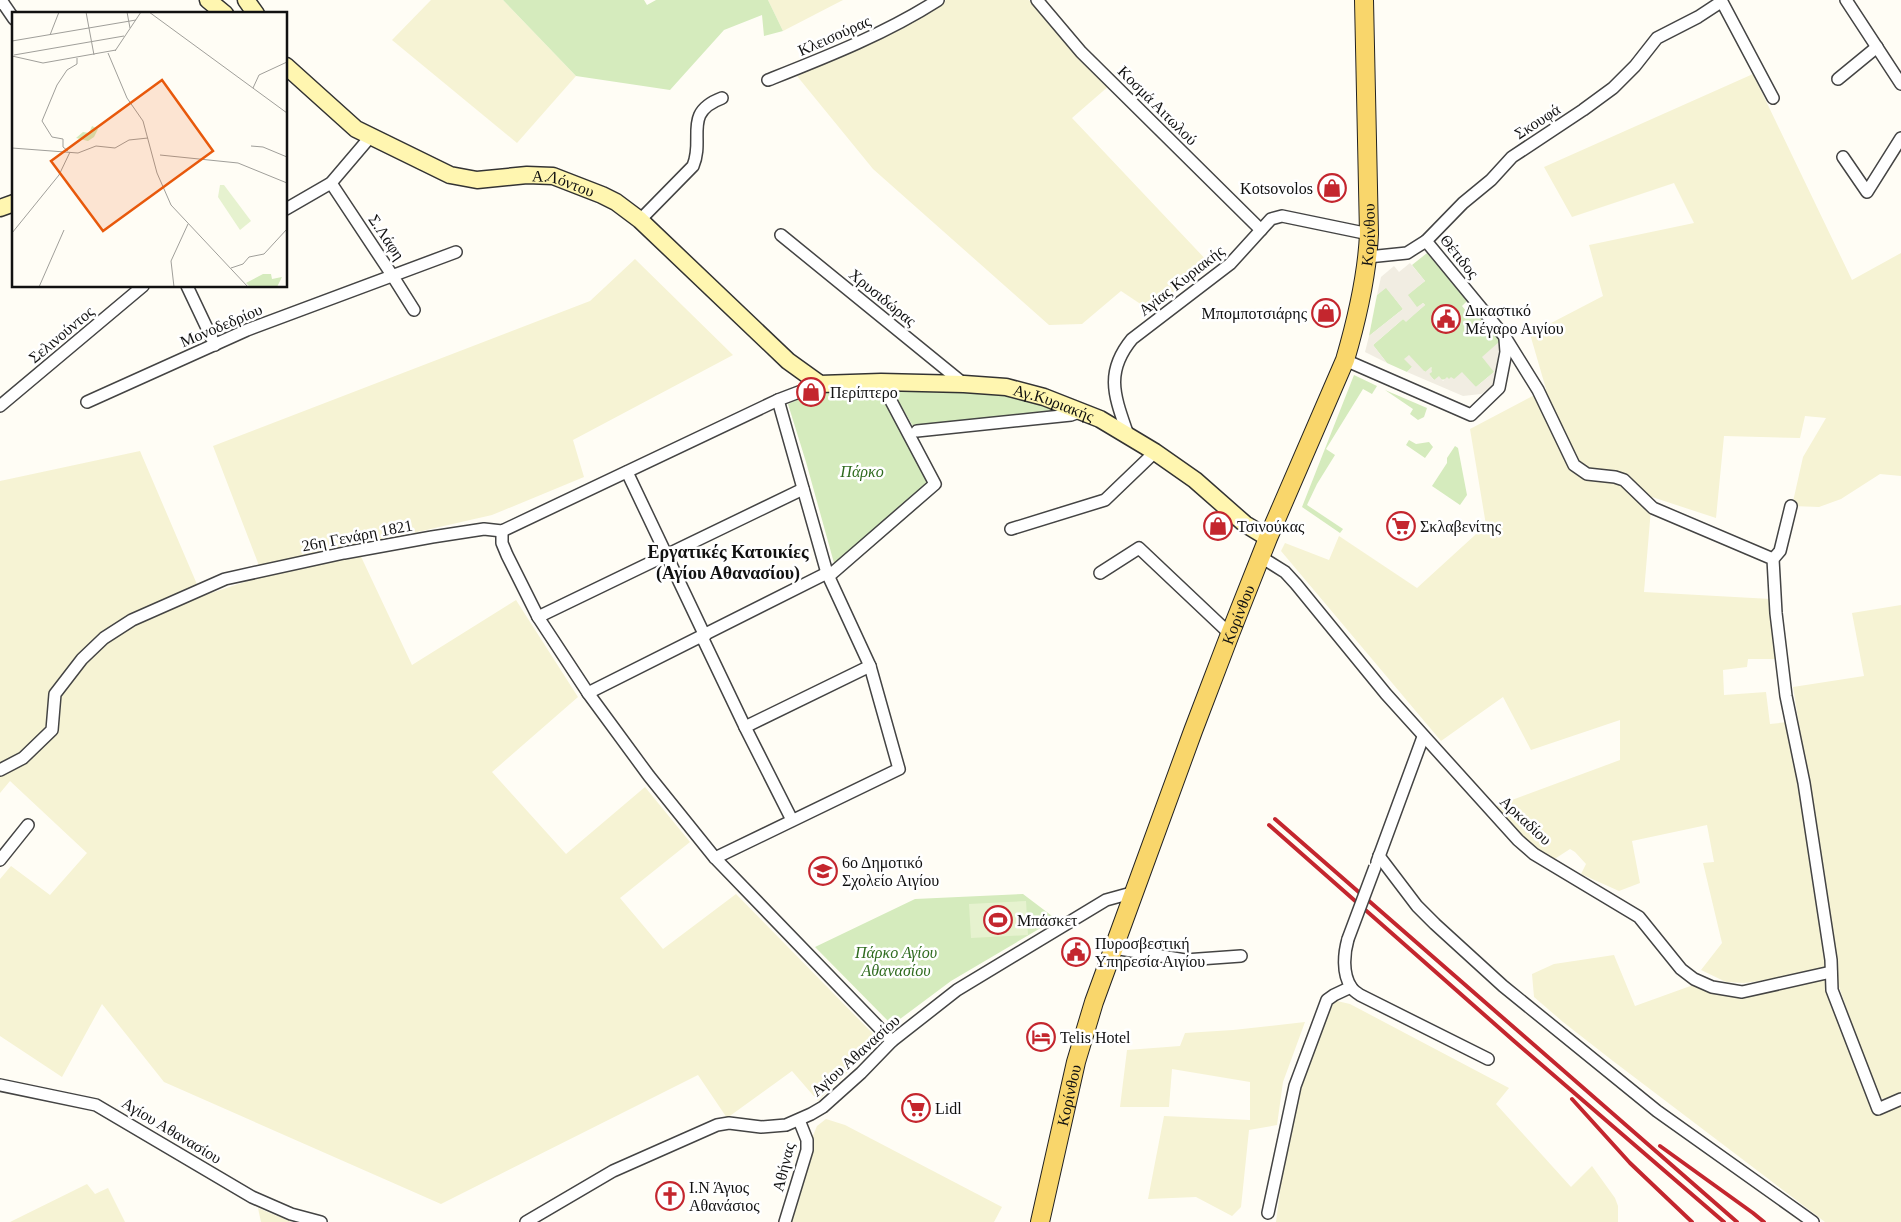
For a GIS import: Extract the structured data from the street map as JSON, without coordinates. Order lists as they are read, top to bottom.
{
  "streets": {
    "main road": ["Α.Λόντου", "Κορίνθου", "Αγ.Κυριακής"],
    "street": [
      "Κλεισούρας",
      "Κοσμά Αιτωλού",
      "Σκουφά",
      "Σ.Λάφη",
      "Θέτιδος",
      "Αγίας Κυριακής",
      "Χρυσιδώρας",
      "Μονοδεδρίου",
      "Σελινούντος",
      "26η Γενάρη 1821",
      "Αρκαδίου",
      "Αγίου Αθανασίου",
      "Αθήνας"
    ]
  },
  "crossings": [
    ["Κοσμά Αιτωλού", "Αγίας Κυριακής"],
    ["Σκουφά", "Κορίνθου"],
    ["Σκουφά", "Θέτιδος"],
    ["Α.Λόντου", "Αγ.Κυριακής"],
    ["Α.Λόντου", "26η Γενάρη 1821"],
    ["Κορίνθου", "Αγίας Κυριακής"],
    ["Κορίνθου", "Αγ.Κυριακής"],
    ["Κορίνθου", "Αρκαδίου"],
    ["Κορίνθου", "Αγίου Αθανασίου"],
    ["Σ.Λάφη", "Μονοδεδρίου"],
    ["Αγίας Κυριακής", "Αγ.Κυριακής"],
    ["Χρυσιδώρας", "Αγ.Κυριακής"],
    ["Αγ.Κυριακής", "26η Γενάρη 1821"],
    ["Αγίου Αθανασίου", "Αθήνας"]
  ],
  "districts": ["Εργατικές Κατοικίες (Αγίου Αθανασίου)"],
  "parks": ["Πάρκο", "Πάρκο Αγίου Αθανασίου"],
  "places": {
    "shop": [
      "Kotsovolos",
      "Μπομποτσιάρης",
      "Περίπτερο",
      "Τσινούκας"
    ],
    "public building": ["Δικαστικό Μέγαρο Αιγίου", "Πυροσβεστική Υπηρεσία Αιγίου"],
    "supermarket": ["Σκλαβενίτης", "Lidl"],
    "school or university": ["6ο Δημοτικό Σχολείο Αιγίου"],
    "sports": ["Μπάσκετ"],
    "hotel": ["Telis Hotel"],
    "church": ["Ι.Ν Άγιος Αθανάσιος"]
  }
}
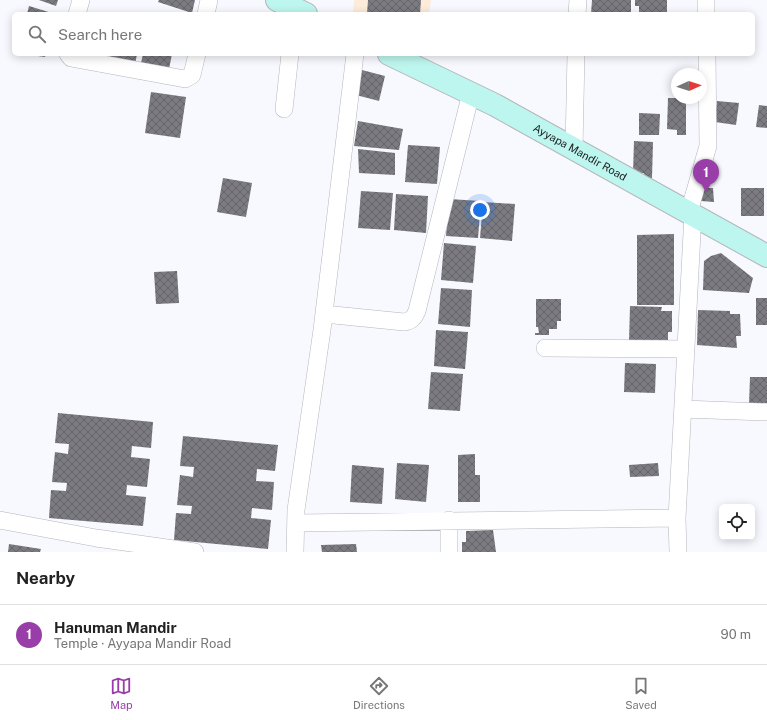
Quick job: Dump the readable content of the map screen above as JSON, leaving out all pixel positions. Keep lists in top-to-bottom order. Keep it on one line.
{"streets":{"street":["Ayyapa Mandir Road"]},"north":"right","page":{"search":"Search here","pins":"1","heading":"Nearby","list":[{"mark":"1","name":"Hanuman Mandir","note":"Temple · Ayyapa Mandir Road","value":"90 m"}],"nav":["Map","Directions","Saved"]}}
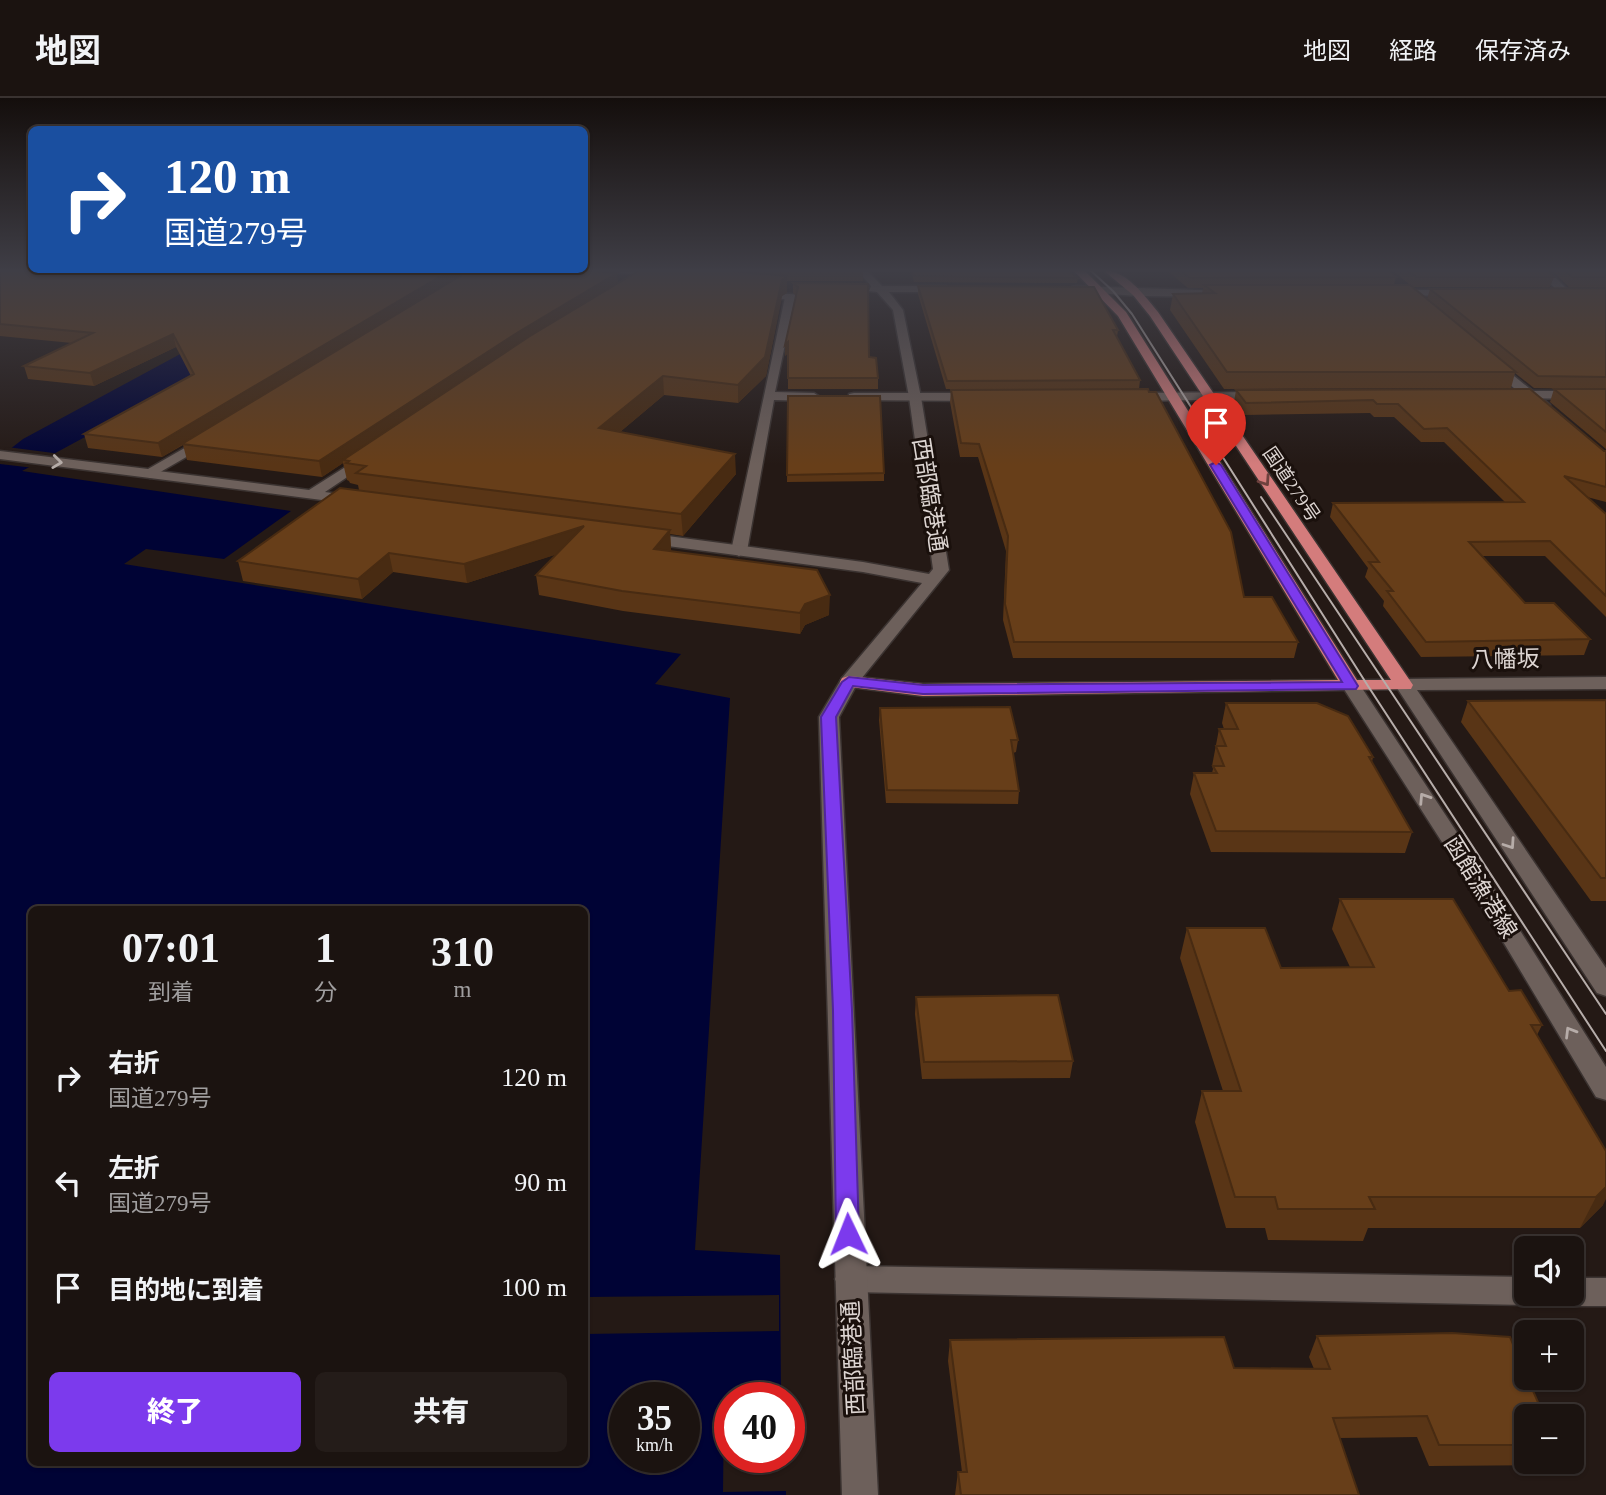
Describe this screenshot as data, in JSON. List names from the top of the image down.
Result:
{
  "streets": {
    "highway": ["国道279号"],
    "street": ["西部臨港通", "八幡坂", "函館漁港線"]
  },
  "crossings": [
    ["国道279号", "八幡坂"],
    ["国道279号", "函館漁港線"],
    ["八幡坂", "函館漁港線"]
  ],
  "page": {
    "header": "地図",
    "nav": ["地図", "経路", "保存済み"],
    "turn": ["120 m", "国道279号"],
    "eta": [
      "07:01",
      "到着",
      "1",
      "分",
      "310",
      "m"
    ],
    "list": [
      {
        "name": "右折",
        "note": "国道279号",
        "value": "120 m"
      },
      {
        "name": "左折",
        "note": "国道279号",
        "value": "90 m"
      },
      {
        "name": "目的地に到着",
        "value": "100 m"
      }
    ],
    "map_buttons": ["+", "−"],
    "buttons": ["終了", "共有"],
    "speed": "35 km/h",
    "limit": "40"
  }
}
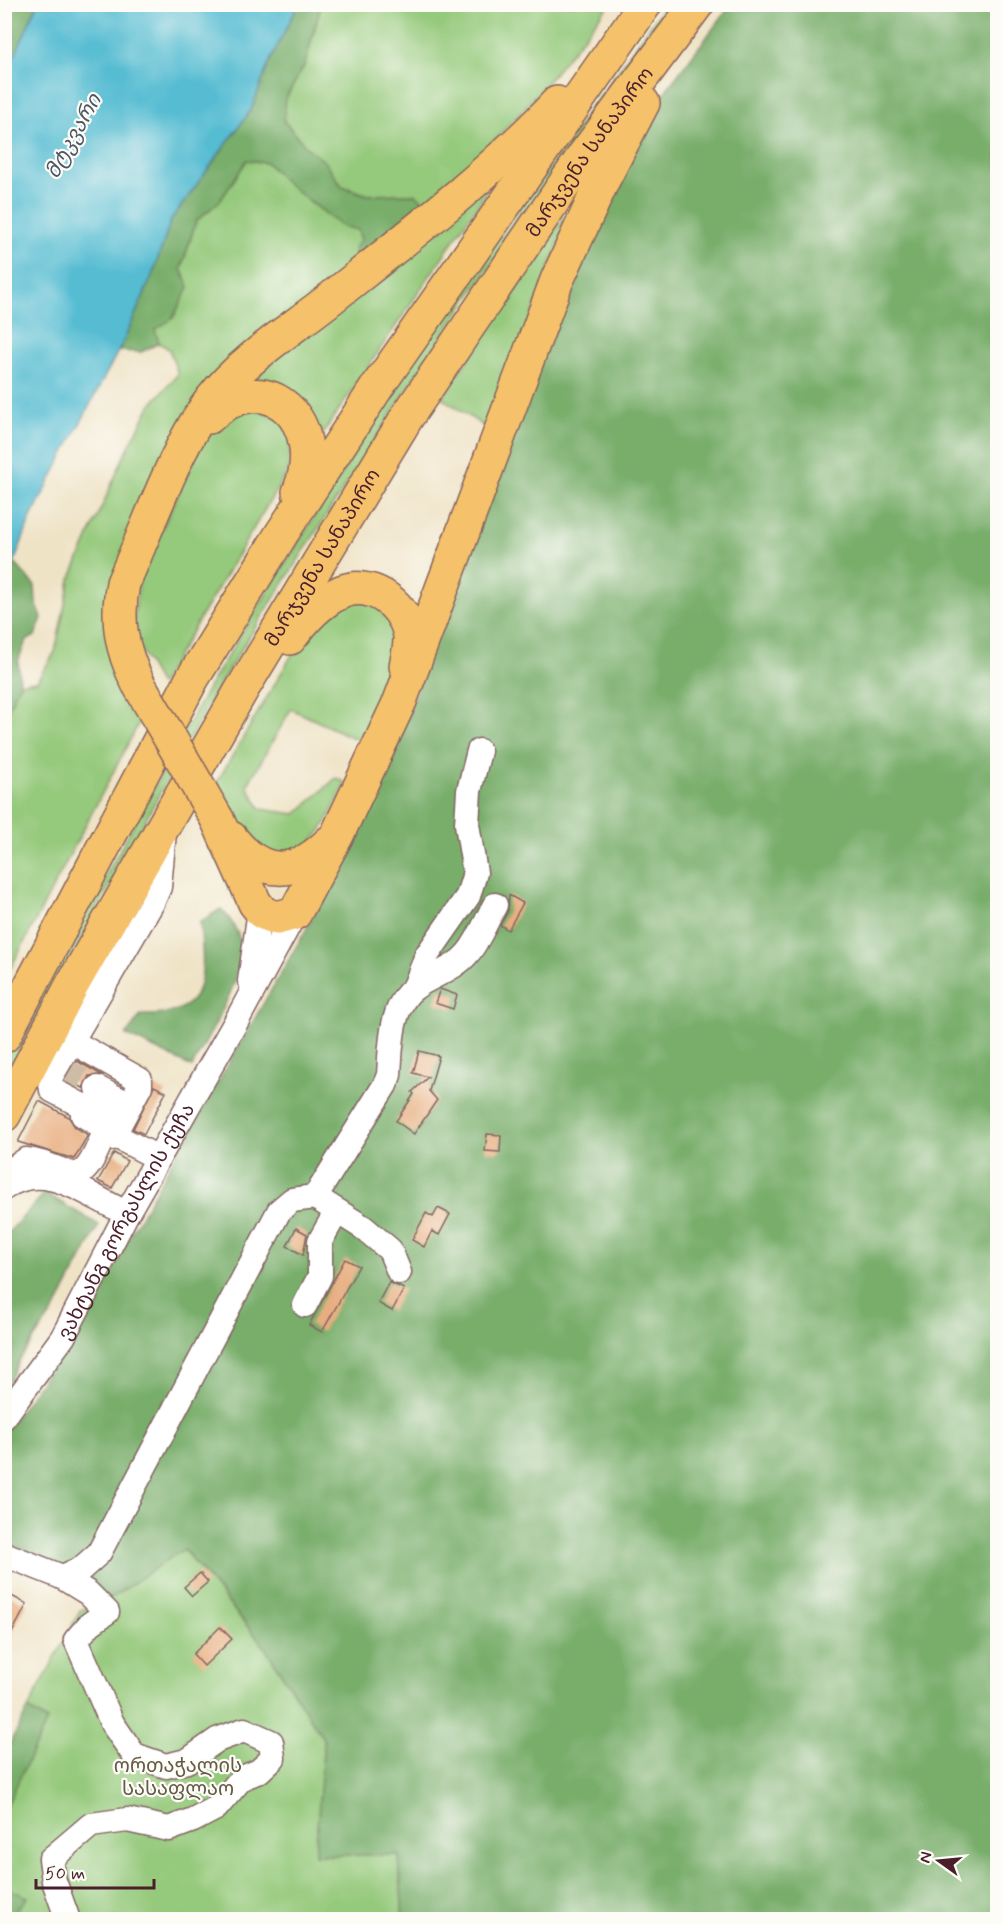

▶ **HOW TO COMPLETE THIS TASK**
A verbatim reproduction is expected: starting at the line above that has "Quick job: Dump", ending at the line that has "Describe this screenshot", both included, and with no pictures and no other lines.

▶ **TASK RESULT**
Quick job: Dump the readable content of the map screen above as JSON, leaving out all pixel positions. Keep lists in top-to-bottom order. Keep it on one line.
{"streets":{"street":["Ayyapa Mandir Road"]},"north":"right","page":{"search":"Search here","pins":"1","heading":"Nearby","list":[{"mark":"1","name":"Hanuman Mandir","note":"Temple · Ayyapa Mandir Road","value":"90 m"}],"nav":["Map","Directions","Saved"]}}
Describe this screenshot as data, in JSON. List names from the top of the image down.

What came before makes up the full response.